**WHAT TO PRODUCE:** Everything in the records must be copied exactly, apart from the pictures.

**INPUT:**
——

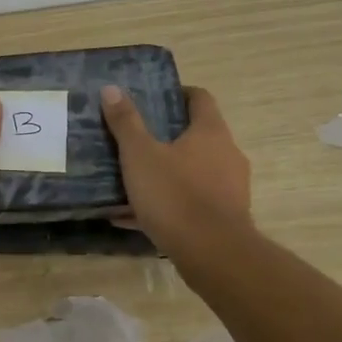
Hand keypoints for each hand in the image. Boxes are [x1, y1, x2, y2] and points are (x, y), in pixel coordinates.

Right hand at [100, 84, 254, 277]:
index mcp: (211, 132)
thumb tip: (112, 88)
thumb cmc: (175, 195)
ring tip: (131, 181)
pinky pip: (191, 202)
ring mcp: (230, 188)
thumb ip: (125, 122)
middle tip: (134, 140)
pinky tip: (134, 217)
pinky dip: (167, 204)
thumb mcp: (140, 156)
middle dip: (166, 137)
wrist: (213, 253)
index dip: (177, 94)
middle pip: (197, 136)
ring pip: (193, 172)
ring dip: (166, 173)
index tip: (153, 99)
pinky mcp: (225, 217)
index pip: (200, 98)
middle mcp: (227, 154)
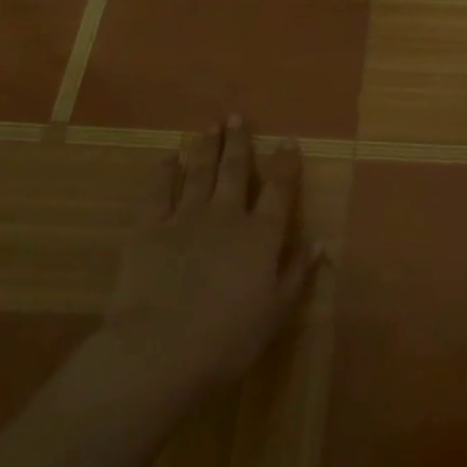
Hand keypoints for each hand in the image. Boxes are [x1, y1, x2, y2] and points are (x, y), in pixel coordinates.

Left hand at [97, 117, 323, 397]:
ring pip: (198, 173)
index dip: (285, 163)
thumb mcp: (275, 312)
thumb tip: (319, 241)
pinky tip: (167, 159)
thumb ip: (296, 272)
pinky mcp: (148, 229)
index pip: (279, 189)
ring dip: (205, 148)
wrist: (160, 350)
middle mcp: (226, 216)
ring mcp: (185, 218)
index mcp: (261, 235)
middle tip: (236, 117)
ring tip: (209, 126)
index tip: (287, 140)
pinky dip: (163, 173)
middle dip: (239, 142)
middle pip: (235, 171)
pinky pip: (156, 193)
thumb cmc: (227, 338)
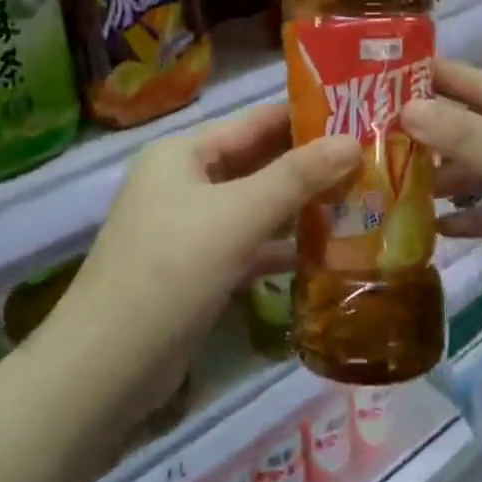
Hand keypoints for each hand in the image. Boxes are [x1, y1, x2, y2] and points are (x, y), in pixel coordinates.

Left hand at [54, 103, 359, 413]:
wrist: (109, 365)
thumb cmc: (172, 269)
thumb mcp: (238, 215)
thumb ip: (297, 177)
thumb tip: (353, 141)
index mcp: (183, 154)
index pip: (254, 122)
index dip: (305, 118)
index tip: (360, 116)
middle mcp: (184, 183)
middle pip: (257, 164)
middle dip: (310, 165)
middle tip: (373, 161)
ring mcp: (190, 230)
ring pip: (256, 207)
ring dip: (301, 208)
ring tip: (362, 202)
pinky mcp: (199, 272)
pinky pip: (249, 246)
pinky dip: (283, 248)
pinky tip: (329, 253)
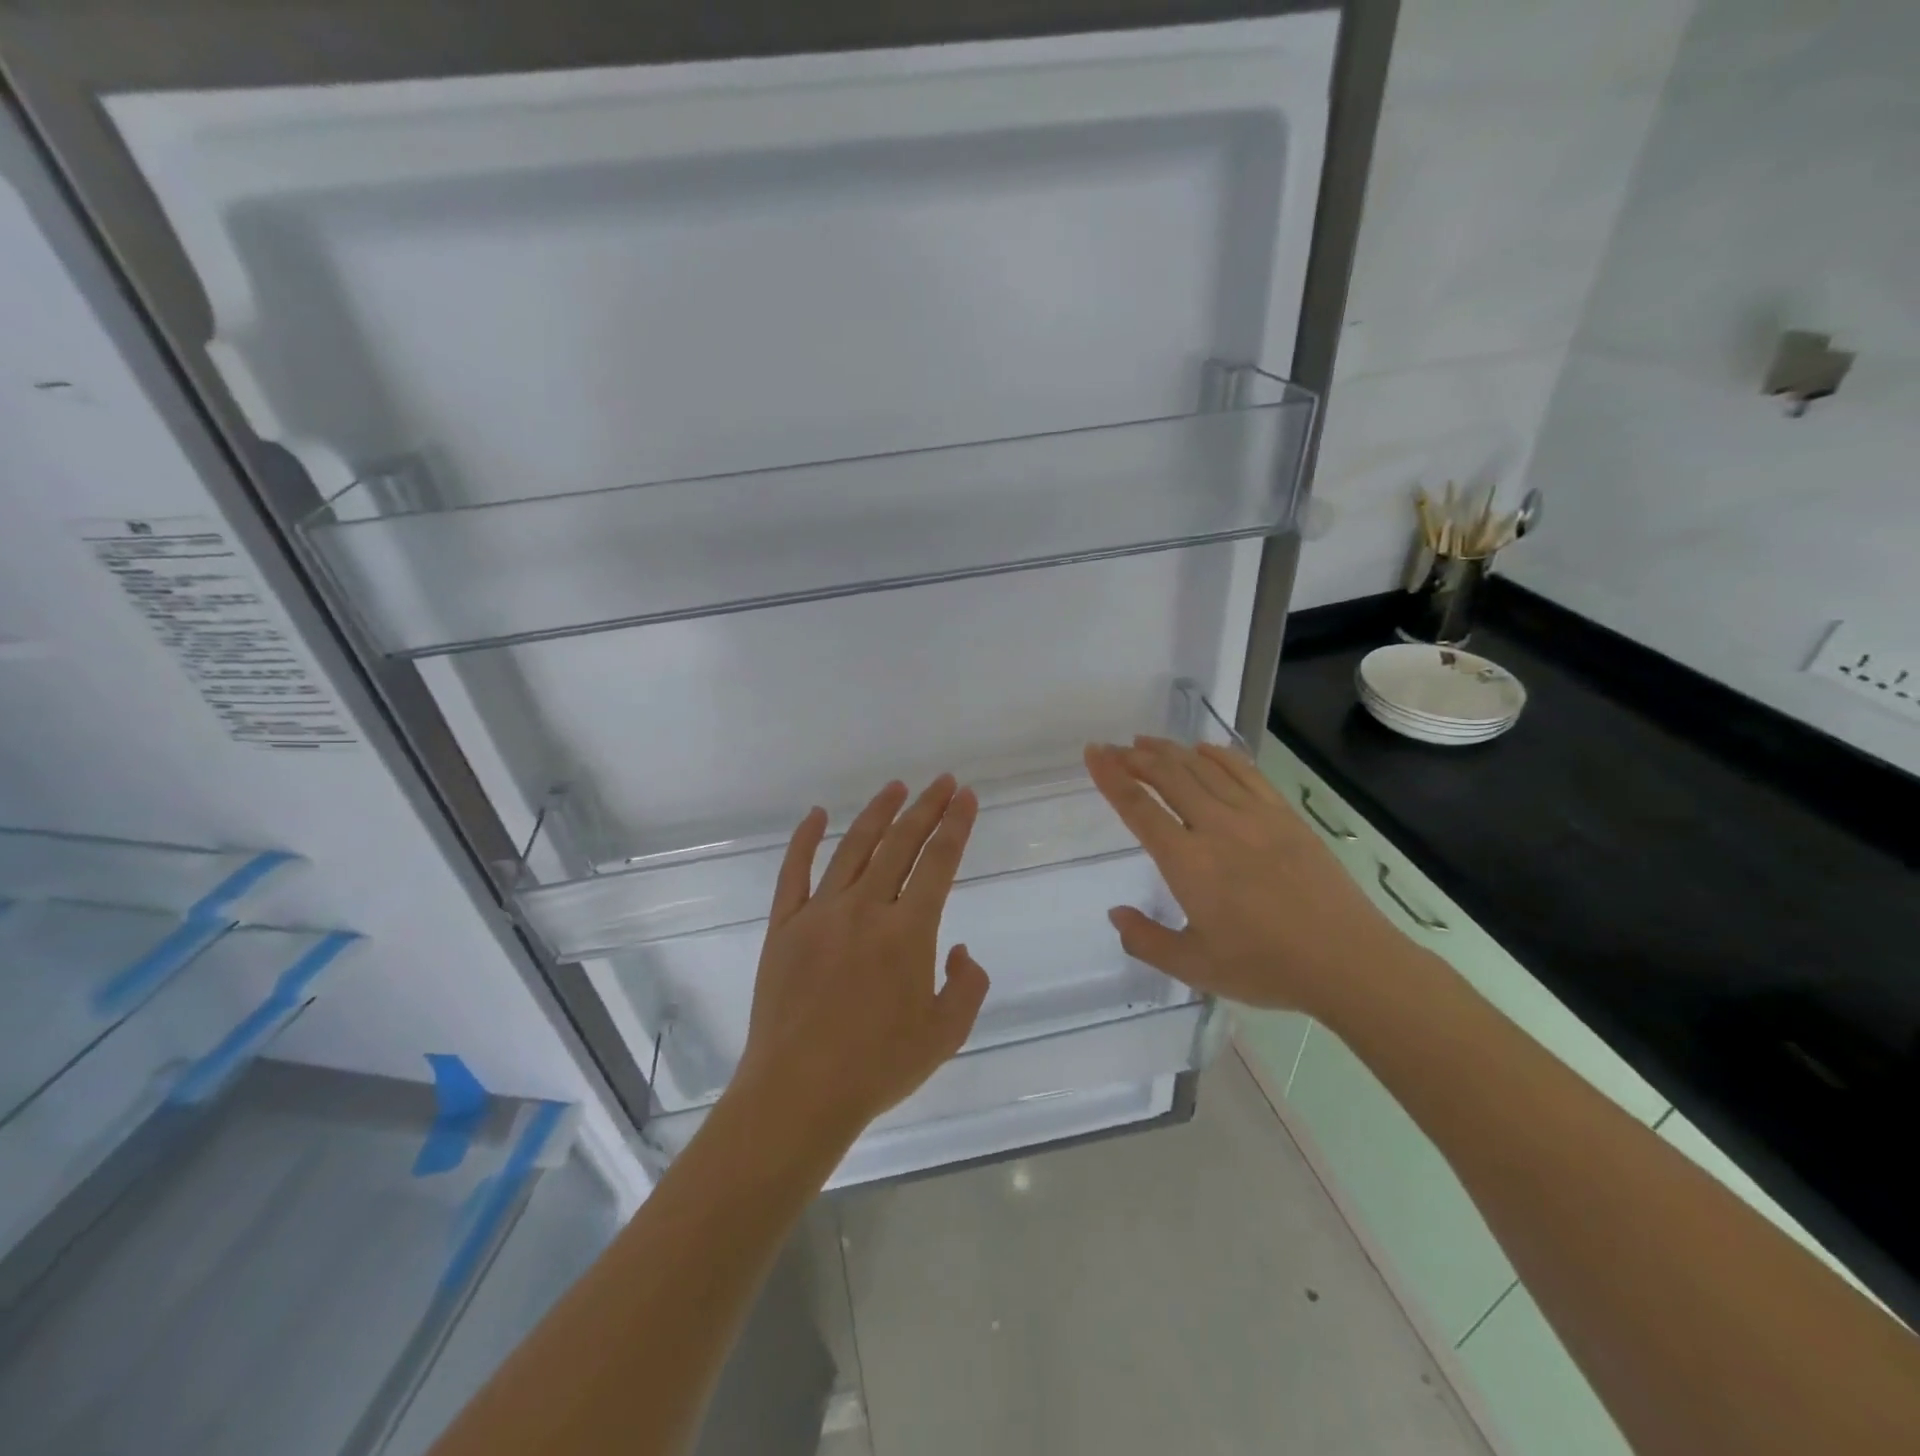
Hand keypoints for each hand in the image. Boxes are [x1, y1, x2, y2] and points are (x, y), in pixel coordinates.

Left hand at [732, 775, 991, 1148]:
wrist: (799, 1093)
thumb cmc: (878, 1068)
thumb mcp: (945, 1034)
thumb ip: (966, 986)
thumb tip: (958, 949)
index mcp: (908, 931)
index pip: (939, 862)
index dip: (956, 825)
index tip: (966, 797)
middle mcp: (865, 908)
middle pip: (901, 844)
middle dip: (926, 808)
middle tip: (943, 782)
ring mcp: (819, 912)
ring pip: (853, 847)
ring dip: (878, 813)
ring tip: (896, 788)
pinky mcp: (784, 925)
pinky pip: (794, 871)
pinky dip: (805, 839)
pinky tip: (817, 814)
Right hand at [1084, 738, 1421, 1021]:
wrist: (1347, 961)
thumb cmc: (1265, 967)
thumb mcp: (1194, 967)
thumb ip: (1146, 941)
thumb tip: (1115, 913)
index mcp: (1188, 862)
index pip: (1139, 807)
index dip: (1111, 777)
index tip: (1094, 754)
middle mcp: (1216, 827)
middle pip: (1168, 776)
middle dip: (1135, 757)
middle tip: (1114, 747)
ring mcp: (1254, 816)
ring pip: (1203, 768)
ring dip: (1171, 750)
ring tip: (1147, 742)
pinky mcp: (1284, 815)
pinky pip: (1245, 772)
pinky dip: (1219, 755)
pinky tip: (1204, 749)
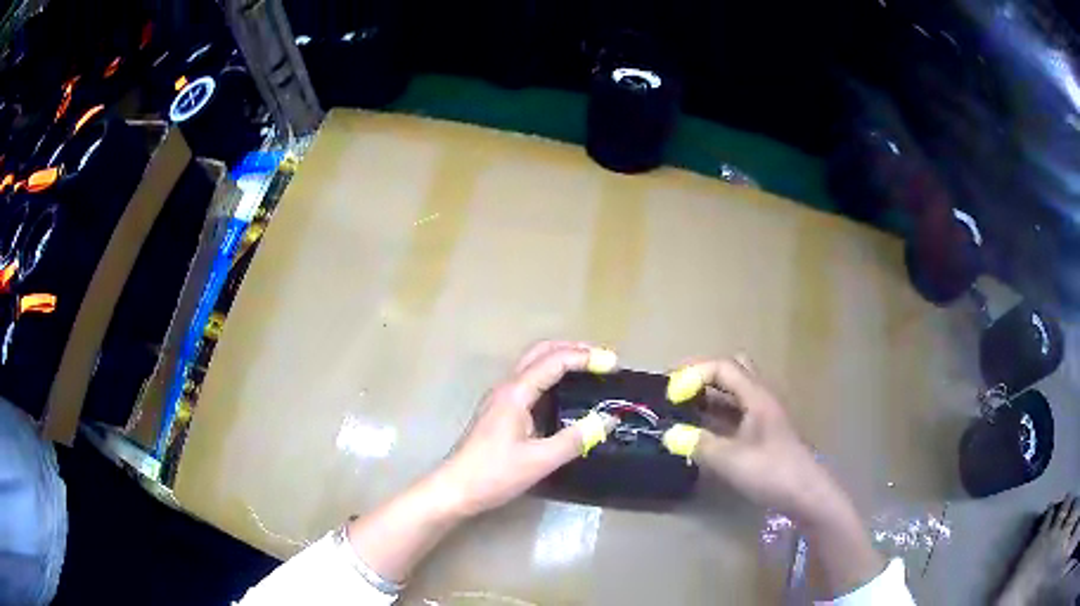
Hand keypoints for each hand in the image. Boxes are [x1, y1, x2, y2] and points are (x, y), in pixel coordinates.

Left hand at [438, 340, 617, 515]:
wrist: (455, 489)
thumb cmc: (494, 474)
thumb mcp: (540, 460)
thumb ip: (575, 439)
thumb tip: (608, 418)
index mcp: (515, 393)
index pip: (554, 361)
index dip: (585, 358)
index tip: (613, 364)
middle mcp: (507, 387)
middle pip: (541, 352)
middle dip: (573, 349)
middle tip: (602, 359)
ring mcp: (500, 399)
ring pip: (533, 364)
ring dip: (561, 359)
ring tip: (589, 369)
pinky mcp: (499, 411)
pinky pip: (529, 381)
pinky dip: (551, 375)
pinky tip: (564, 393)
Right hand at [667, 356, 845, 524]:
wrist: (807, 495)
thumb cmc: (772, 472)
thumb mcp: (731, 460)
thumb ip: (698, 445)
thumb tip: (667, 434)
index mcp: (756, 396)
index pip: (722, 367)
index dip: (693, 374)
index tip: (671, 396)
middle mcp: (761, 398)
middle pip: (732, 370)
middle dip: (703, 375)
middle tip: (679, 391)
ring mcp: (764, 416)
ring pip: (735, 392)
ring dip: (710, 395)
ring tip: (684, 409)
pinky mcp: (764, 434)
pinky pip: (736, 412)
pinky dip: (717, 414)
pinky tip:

——

**SOLUTION TO THIS TASK:**
Hand keypoints for each hand in the image. Boxes are [x1, y1, x2, y2] and points are (x, y), in pixel coordinates.

Right hand at [100, 84, 254, 277]:
index mcp: (211, 132)
thumb tip: (112, 88)
thumb cmc: (175, 195)
ring tip: (131, 181)
pinky pip: (191, 202)
ring mcp: (230, 188)
thumb ip: (125, 122)
middle tip: (134, 140)
pinky tip: (134, 217)
pinky dip: (167, 204)
thumb mcp: (140, 156)
middle dip: (166, 137)
wrist: (213, 253)
index dip: (177, 94)
middle pip: (197, 136)
ring pip: (193, 172)
ring dip: (166, 173)
index tip: (153, 99)
pinky mcp: (225, 217)
index pip: (200, 98)
middle mcp: (227, 154)
Hand keypoints for each hand in the image. Boxes are [x1, y1, x2, y2] and points are (x, y), in pixel coordinates.

Left hand at [97, 117, 323, 397]:
ring pip: (198, 173)
index dip: (285, 163)
thumb mcp: (275, 312)
thumb tip: (319, 241)
pinky tip: (167, 159)
thumb ip: (296, 272)
pinky mcp: (148, 229)
index pip: (279, 189)
ring dip: (205, 148)
wrist: (160, 350)
middle mcp: (226, 216)
ring mcp: (185, 218)
index mcp: (261, 235)
middle tip: (236, 117)
ring tip: (209, 126)
index tip: (287, 140)
pinky dip: (163, 173)
middle dip: (239, 142)
middle pip: (235, 171)
pinky pip: (156, 193)
thumb cmc: (227, 338)
Hand keypoints for each hand in the image. Boxes are [x1, y1, x2, y2] and points are (x, y), in pixel coordinates.

Left hand at [54, 103, 359, 413]:
wrist: (109, 365)
thumb cmc: (172, 269)
thumb mcp: (238, 215)
thumb ip: (297, 177)
thumb tip: (353, 141)
index mcp: (183, 154)
index pip: (254, 122)
index dip: (305, 118)
index tip: (360, 116)
middle mcp: (184, 183)
middle pip: (257, 164)
middle dip: (310, 165)
middle tip: (373, 161)
ring mcp: (190, 230)
ring pip: (256, 207)
ring dip: (301, 208)
ring tip: (362, 202)
pinky mcp: (199, 272)
pinky pip: (249, 246)
pinky dip: (283, 248)
pinky tip: (329, 253)
Hand keypoints for each hand in the image. Boxes are [x1, y1, x2, y2] and points are (x, y), in pixel coordinates.

Left hand at [732, 775, 991, 1148]:
wrist: (799, 1093)
thumb cmc: (878, 1068)
thumb mcp: (945, 1034)
thumb ip: (966, 986)
thumb tip: (958, 949)
index mcp: (908, 931)
index pip: (939, 862)
index dip: (956, 825)
index tip: (966, 797)
middle mcp: (865, 908)
middle pip: (901, 844)
middle dip: (926, 808)
middle tip: (943, 782)
ring mcp: (819, 912)
ring pip: (853, 847)
ring dip: (878, 813)
ring tip: (896, 788)
pinky mcp: (784, 925)
pinky pip: (794, 871)
pinky dip: (805, 839)
pinky tip: (817, 814)
Right hand at [1084, 738, 1421, 1021]:
wrist: (1347, 961)
thumb cmc: (1265, 967)
thumb mcp: (1194, 967)
thumb ip: (1146, 941)
thumb tip: (1115, 913)
index mcp: (1188, 862)
index pip: (1139, 807)
index dip: (1111, 777)
index tip: (1094, 754)
middle mcp: (1216, 827)
middle pip: (1168, 776)
middle dip: (1135, 757)
middle tip: (1114, 747)
ring mcp: (1254, 816)
ring pip: (1203, 768)
ring dip: (1171, 750)
ring tip: (1147, 742)
pinky mcp: (1284, 815)
pinky pip: (1245, 772)
pinky dip: (1219, 755)
pinky tip: (1204, 749)
Hand keypoints for each hand in the image. Boxes are [x1, y1, x2, y2] and points are (x, y), in pixel coordinates.

Left hand at [438, 340, 617, 515]:
wrist: (455, 489)
thumb cmc: (494, 474)
thumb mcp: (540, 460)
thumb ip: (575, 439)
thumb tip: (608, 418)
index mcp: (515, 393)
index pip: (554, 361)
index dip: (585, 358)
index tip: (613, 364)
middle mcp: (507, 387)
middle pip: (541, 352)
middle dip: (573, 349)
middle tip: (602, 359)
ring mcp: (500, 399)
ring pip: (533, 364)
ring dip: (561, 359)
ring tip: (589, 369)
pinky mcp: (499, 411)
pinky pip: (529, 381)
pinky dip: (551, 375)
pinky tip: (564, 393)
Right hand at [667, 356, 845, 524]:
wrist: (807, 495)
thumb cmc: (772, 472)
thumb mcp: (731, 460)
thumb ip: (698, 445)
thumb tip: (667, 434)
index mcp: (756, 396)
index pip: (722, 367)
index dip: (693, 374)
index tip: (671, 396)
middle mcp: (761, 398)
middle pip: (732, 370)
middle dip: (703, 375)
middle tip: (679, 391)
ring mcp: (764, 416)
ring pip: (735, 392)
ring dip: (710, 395)
ring tip: (684, 409)
pinky mcp: (764, 434)
pinky pip: (736, 412)
pinky dip: (717, 414)
pinky tip:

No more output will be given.